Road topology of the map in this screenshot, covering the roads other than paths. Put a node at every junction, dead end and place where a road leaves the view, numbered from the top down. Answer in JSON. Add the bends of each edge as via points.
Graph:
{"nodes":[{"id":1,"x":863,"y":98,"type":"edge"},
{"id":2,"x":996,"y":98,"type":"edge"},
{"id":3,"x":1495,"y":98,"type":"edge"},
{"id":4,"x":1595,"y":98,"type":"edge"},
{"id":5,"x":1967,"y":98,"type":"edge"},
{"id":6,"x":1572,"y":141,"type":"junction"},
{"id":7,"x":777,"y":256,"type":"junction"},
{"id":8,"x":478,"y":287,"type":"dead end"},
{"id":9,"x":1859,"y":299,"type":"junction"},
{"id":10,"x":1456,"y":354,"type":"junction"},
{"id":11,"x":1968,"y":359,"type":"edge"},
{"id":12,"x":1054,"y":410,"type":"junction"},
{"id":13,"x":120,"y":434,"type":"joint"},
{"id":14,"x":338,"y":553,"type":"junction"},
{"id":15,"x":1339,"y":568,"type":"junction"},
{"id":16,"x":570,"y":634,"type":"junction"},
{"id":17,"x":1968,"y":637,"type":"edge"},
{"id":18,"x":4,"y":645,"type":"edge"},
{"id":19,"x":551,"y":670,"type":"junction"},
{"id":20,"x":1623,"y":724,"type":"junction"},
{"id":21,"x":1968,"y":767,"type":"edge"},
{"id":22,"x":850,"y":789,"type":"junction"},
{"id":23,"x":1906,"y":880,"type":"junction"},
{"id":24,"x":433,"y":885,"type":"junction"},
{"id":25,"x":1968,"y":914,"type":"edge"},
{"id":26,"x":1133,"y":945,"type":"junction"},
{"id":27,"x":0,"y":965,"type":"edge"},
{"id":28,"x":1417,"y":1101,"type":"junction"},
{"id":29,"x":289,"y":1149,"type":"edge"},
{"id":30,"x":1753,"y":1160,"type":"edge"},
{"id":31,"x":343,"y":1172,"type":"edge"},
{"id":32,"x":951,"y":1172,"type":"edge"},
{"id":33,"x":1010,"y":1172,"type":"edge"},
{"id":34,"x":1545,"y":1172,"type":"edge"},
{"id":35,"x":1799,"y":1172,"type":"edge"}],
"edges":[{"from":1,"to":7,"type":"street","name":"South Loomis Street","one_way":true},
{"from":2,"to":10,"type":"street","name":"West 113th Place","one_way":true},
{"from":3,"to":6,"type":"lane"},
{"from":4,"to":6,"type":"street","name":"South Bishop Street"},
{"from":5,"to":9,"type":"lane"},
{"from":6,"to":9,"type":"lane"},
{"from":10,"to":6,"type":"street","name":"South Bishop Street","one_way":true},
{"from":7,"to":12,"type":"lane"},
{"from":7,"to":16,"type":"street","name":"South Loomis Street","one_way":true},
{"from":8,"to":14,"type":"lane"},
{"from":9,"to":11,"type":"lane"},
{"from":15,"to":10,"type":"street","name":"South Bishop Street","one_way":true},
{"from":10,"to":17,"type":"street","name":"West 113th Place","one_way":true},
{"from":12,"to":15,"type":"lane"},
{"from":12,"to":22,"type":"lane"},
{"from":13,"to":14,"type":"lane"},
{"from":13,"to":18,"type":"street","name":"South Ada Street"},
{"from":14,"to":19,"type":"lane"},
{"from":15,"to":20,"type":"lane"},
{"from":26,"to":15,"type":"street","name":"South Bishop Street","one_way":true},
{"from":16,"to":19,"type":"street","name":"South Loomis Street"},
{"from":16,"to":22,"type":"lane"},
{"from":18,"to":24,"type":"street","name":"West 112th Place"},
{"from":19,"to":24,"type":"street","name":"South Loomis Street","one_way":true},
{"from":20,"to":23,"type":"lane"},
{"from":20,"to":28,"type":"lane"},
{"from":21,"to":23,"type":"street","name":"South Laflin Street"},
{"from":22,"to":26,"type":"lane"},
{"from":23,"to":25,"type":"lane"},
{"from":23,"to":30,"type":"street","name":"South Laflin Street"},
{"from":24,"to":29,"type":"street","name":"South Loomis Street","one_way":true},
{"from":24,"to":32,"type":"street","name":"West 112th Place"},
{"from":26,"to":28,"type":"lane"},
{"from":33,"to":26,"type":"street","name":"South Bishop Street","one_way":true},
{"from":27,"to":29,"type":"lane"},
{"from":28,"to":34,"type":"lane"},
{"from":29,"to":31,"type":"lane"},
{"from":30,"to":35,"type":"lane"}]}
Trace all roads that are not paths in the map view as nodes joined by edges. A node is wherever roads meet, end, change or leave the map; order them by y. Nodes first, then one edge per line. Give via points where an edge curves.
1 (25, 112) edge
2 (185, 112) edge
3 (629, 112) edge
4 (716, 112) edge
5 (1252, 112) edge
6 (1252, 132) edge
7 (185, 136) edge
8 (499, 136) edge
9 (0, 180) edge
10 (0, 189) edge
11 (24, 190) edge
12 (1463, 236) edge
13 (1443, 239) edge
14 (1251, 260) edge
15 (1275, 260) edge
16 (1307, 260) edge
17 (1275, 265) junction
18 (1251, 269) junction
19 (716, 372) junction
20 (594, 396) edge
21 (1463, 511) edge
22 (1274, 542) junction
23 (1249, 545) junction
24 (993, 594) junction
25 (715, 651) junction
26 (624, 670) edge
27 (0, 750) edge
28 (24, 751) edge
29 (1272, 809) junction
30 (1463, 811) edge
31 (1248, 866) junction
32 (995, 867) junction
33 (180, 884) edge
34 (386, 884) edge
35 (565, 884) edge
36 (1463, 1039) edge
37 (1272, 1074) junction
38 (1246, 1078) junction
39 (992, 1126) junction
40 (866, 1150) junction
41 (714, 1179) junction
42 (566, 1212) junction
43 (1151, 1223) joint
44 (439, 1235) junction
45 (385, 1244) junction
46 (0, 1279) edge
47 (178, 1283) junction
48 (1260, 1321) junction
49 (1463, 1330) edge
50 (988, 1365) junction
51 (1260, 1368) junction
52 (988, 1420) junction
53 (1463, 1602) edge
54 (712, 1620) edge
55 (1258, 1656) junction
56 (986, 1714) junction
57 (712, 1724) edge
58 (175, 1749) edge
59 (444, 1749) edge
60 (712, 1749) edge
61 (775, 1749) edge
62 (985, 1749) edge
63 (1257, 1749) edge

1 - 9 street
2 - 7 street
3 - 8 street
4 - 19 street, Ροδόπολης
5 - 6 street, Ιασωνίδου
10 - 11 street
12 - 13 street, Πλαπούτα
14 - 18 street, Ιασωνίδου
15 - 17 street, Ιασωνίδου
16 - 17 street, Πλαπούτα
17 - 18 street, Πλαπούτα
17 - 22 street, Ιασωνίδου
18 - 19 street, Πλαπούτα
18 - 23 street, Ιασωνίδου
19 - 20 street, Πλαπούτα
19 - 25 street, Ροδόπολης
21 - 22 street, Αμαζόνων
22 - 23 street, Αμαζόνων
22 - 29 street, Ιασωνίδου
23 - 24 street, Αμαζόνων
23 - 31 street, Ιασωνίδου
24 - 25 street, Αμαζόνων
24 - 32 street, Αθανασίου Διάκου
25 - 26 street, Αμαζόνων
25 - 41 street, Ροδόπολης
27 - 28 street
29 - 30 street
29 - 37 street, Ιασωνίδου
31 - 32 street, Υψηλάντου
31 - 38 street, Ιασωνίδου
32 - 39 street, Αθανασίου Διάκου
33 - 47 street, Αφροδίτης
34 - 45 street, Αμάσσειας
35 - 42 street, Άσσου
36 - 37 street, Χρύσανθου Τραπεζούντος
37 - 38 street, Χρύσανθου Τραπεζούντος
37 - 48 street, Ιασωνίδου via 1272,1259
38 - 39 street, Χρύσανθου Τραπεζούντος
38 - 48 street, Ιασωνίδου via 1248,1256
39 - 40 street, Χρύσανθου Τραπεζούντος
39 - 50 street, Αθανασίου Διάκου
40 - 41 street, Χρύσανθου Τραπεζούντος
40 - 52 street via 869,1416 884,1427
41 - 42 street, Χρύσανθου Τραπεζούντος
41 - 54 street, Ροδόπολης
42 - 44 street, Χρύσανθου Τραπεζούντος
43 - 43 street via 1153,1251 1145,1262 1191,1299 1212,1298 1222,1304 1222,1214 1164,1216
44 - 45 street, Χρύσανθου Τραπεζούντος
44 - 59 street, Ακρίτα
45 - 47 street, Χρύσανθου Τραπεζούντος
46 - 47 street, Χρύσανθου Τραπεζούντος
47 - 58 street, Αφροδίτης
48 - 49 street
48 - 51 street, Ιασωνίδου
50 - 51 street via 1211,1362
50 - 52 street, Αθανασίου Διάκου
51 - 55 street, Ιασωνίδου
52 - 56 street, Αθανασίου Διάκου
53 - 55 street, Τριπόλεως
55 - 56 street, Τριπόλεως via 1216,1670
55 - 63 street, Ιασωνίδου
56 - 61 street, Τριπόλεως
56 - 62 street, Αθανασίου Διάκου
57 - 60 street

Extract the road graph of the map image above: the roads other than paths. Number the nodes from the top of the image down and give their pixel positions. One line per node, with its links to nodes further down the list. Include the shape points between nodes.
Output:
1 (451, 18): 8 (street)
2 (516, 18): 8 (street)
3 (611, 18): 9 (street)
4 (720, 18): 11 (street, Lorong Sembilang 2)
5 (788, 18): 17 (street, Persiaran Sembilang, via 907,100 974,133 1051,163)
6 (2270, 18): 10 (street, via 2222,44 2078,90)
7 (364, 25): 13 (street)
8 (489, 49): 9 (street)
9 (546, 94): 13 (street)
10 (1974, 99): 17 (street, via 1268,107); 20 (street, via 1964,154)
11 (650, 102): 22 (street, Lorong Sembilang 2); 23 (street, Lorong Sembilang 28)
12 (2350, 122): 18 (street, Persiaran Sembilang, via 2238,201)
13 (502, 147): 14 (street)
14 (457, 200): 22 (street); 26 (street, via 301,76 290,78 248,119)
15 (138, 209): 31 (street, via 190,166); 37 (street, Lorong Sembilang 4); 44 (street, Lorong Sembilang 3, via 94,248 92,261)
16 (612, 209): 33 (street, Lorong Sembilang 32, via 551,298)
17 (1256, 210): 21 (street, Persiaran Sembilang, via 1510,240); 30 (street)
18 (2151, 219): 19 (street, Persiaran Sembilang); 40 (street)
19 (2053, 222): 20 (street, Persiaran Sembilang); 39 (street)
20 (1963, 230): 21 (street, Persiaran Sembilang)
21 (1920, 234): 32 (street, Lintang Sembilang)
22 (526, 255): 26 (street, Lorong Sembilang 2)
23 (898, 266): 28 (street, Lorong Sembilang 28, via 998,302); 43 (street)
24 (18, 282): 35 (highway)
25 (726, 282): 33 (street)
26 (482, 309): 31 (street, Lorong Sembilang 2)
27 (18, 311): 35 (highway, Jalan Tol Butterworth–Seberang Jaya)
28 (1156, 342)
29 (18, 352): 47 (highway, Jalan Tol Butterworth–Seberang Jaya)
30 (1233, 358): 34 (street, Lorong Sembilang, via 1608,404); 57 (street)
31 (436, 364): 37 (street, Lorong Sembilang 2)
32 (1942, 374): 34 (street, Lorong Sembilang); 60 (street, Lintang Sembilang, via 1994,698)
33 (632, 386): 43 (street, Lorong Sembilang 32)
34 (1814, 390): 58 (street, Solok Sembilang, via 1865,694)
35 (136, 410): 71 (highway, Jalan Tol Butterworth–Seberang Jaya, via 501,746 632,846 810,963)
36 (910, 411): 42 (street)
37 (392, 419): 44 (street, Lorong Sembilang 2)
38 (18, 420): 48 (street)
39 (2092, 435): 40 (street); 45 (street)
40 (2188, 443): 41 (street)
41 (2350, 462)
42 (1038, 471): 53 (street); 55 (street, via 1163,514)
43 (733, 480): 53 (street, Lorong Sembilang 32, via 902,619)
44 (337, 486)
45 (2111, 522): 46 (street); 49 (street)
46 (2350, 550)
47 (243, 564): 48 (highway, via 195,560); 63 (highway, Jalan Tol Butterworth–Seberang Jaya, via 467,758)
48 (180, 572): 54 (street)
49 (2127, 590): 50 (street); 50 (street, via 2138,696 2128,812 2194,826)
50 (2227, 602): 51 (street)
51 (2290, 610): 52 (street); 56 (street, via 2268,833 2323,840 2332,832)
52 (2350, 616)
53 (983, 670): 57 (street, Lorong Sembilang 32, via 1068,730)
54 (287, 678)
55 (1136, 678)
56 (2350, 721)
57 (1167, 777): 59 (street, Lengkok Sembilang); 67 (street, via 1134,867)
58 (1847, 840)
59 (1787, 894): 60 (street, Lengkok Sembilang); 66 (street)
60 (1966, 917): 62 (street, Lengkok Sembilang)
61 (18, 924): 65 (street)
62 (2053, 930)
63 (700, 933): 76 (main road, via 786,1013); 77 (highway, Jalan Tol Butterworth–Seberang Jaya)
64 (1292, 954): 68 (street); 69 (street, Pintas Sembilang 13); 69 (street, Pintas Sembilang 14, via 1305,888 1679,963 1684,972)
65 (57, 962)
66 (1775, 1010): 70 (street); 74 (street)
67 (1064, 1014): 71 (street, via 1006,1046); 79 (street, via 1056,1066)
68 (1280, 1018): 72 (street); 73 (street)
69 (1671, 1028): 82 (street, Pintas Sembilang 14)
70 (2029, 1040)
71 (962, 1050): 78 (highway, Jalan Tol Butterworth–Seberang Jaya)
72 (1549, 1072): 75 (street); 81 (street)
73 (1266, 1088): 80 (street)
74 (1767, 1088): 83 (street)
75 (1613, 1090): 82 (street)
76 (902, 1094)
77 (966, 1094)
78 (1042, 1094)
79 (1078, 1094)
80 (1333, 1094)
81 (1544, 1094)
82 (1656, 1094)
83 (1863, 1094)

▶ **Activity**
Please determine how many lines of the records above contain "Τριπόλεως", and state that number only.

▶ **Final answer**
3